Can anyone help me, please ?


----------



## bud16415 (Dec 13, 2016)

I don&#8217;t know but it sounds like they have a built-in thermostat.


----------



## nealtw (Dec 13, 2016)

Why are you using a double pole thermostat?
[ame]https://www.youtube.com/watch?v=cXmI78oVGUY[/ame]
[ame]https://www.youtube.com/watch?v=Hha1OhAlsSA[/ame]


----------



## nealtw (Dec 13, 2016)

So your thermostat is not 5 ft high and on another wall so the heater doesn't effect it and turn it off too early.
You will not be able to believe the numbers on it, and likely have to set it much higher to get the temp you want in the room.


----------



## Snoonyb (Dec 13, 2016)

You could set a fan on the floor to disburse the heat throughout the area.


----------



## joecaption (Dec 13, 2016)

Heat rises, install the thermostat right above the heater, of course it's going to shut off, it's warm there.


----------



## nealtw (Dec 13, 2016)

I did the same thing in a friends basement and it never worked until I bit the bullet and ran the cable around the room and put the heater under the window.


----------



## Davi65 (Dec 14, 2016)

Ok. 

I found the problem yesterday. The thermostat is broke when I turn the thermostat on all the way to the right it clicks but after 5 or 6 min I hear another click. Yesterday I turn the thermostat on then I forced with a screwdriver the small plate no more clicks the thermostat stay on all night.

I am going to replace the thermostat today. 


THANK YOU, Everyone !


----------



## bud16415 (Dec 14, 2016)

:nono::nono::nono: My guess is you will have to "fix" the new one as well.

Make sure your fire insurance is paid up also.


----------



## afjes_2016 (Dec 15, 2016)

But still, why are you using a two pole thermostat instead of a single pole if the heaters are 120v?

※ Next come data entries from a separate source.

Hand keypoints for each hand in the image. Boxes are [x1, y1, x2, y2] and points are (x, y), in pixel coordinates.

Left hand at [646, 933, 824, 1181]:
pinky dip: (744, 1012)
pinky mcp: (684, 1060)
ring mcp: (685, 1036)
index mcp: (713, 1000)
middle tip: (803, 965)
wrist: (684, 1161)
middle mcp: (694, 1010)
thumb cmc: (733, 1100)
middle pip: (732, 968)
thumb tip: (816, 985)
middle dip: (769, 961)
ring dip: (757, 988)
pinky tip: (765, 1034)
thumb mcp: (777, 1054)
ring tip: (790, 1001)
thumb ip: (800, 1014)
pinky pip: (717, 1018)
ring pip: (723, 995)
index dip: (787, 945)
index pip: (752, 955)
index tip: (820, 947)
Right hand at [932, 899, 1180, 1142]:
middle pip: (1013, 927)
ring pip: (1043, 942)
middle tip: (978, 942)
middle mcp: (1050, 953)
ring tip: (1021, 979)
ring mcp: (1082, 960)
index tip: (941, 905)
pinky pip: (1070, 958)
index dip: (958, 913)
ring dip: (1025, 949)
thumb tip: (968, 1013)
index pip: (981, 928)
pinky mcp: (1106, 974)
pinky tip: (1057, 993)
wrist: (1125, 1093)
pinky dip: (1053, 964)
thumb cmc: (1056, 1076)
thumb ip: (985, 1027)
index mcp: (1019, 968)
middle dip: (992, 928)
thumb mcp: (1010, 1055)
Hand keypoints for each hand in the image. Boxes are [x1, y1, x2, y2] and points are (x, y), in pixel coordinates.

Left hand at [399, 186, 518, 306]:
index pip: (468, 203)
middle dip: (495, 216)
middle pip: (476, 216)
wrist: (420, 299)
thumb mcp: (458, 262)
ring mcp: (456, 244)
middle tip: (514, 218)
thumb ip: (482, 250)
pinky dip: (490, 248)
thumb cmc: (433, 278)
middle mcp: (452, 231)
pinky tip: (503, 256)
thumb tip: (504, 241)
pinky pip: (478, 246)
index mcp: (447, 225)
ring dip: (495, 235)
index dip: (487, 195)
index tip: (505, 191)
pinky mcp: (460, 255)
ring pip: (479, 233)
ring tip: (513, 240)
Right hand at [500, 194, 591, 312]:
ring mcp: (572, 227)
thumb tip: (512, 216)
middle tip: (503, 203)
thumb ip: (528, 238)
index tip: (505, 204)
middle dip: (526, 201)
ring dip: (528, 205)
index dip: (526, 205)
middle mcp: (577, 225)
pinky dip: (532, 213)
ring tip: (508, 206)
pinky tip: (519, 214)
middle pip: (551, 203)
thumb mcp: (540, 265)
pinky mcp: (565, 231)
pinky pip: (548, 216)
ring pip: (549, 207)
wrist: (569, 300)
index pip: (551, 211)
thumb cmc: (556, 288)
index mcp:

Also, are you sure you wired the heaters in parallel and not series (that is assuming both heaters are controlled by the same thermostat)? If you did wire in series you may end up damaging the new thermostat as well.


----------



## Davi65 (Dec 15, 2016)

afjes_2016 said:


> But still, why are you using a two pole thermostat instead of a single pole if the heaters are 120v?
> 
> Also, are you sure you wired the heaters in parallel and not series (that is assuming both heaters are controlled by the same thermostat)? If you did wire in series you may end up damaging the new thermostat as well.



I am using a two Pole because home depot did not have a single pole. I order from a website and I am still waiting. 

No, they are not in a parallel series. I have two baseboards one in the kitchen and one in the room.


----------



## afjes_2016 (Dec 15, 2016)

Davi65 said:


> .._No, they are not in a parallel series_. I have two baseboards one in the kitchen and one in the room.



They were either wired in parallel _or _series; what does parallel series mean to you?

But are the two heaters wired to the same thermostat?


----------



## nealtw (Dec 15, 2016)

Davi65 said:


> I am using a two Pole because home depot did not have a single pole. I order from a website and I am still waiting.
> 
> No, they are not in a parallel series. I have two baseboards one in the kitchen and one in the room.



*parallel series*. are two different things


----------



## afjes_2016 (Dec 15, 2016)

nealtw said:


> *parallel series*. are two different things



Thank you Neal, that is exactly what I am attempting to determine if the OP understands the difference between the wiring methods.


----------



## nealtw (Dec 15, 2016)

afjes_2016 said:


> Thank you Neal, that is exactly what I am attempting to determine if the OP understands the difference between the wiring methods.



That wouldn't hurt it, 2 four footers would act like 1 eight footer

You do want them in parallel for a few reasons.


----------